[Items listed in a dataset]
- Opening Delimiter -
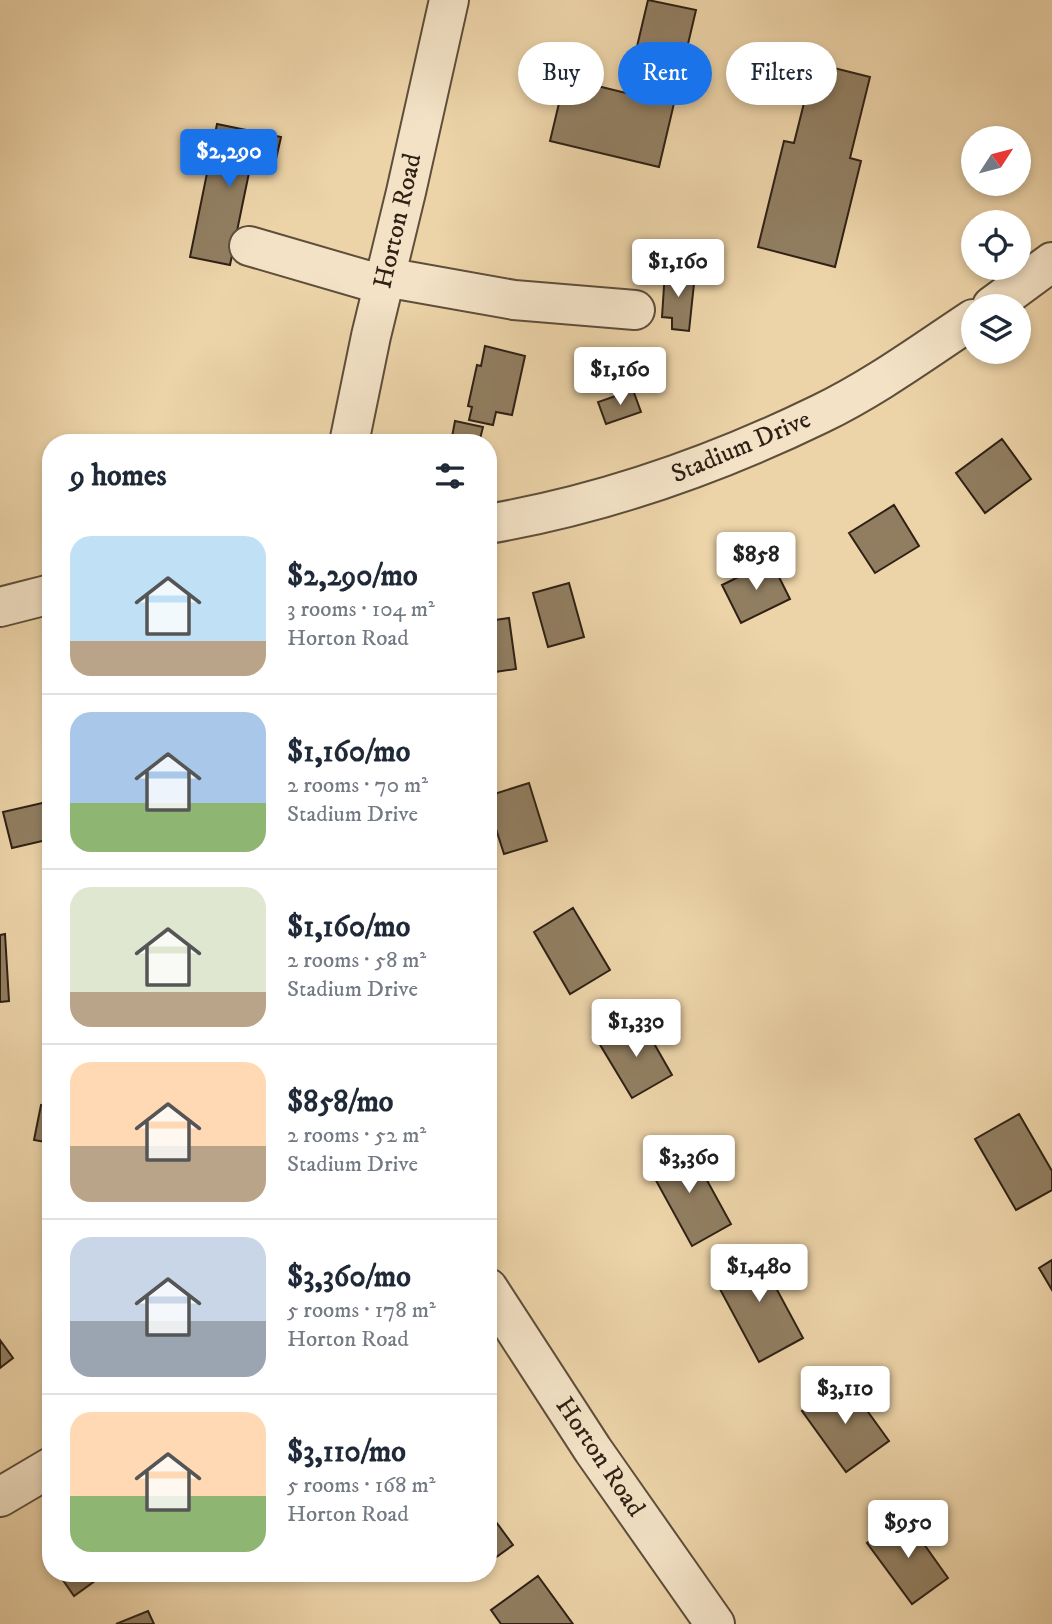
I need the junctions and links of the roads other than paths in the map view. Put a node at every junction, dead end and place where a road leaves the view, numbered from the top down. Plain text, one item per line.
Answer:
1 (449, 0) edge
2 (249, 246) dead end
3 (1052, 262) edge
4 (384, 281) junction
5 (1008, 294) edge
6 (635, 310) dead end
7 (961, 327) edge
8 (351, 434) edge
9 (497, 522) edge
10 (42, 595) edge
11 (0, 607) edge
12 (497, 1302) edge
13 (42, 1472) edge
14 (0, 1497) edge
15 (704, 1620) edge

1 - 4 street, Horton Road
2 - 4 street
3 - 5 street
4 - 6 street
4 - 8 street, Horton Road
7 - 9 street, Stadium Drive
10 - 11 street
12 - 15 street, Horton Road
13 - 14 street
- Closing Delimiter -
§ Exercise: Transcribe every record above exactly, leaving out the pictures.

§ Output for this exercise:
I need the junctions and links of the roads other than paths in the map view. Put a node at every junction, dead end and place where a road leaves the view, numbered from the top down. Plain text, one item per line.
Answer:
1 (449, 0) edge
2 (249, 246) dead end
3 (1052, 262) edge
4 (384, 281) junction
5 (1008, 294) edge
6 (635, 310) dead end
7 (961, 327) edge
8 (351, 434) edge
9 (497, 522) edge
10 (42, 595) edge
11 (0, 607) edge
12 (497, 1302) edge
13 (42, 1472) edge
14 (0, 1497) edge
15 (704, 1620) edge

1 - 4 street, Horton Road
2 - 4 street
3 - 5 street
4 - 6 street
4 - 8 street, Horton Road
7 - 9 street, Stadium Drive
10 - 11 street
12 - 15 street, Horton Road
13 - 14 street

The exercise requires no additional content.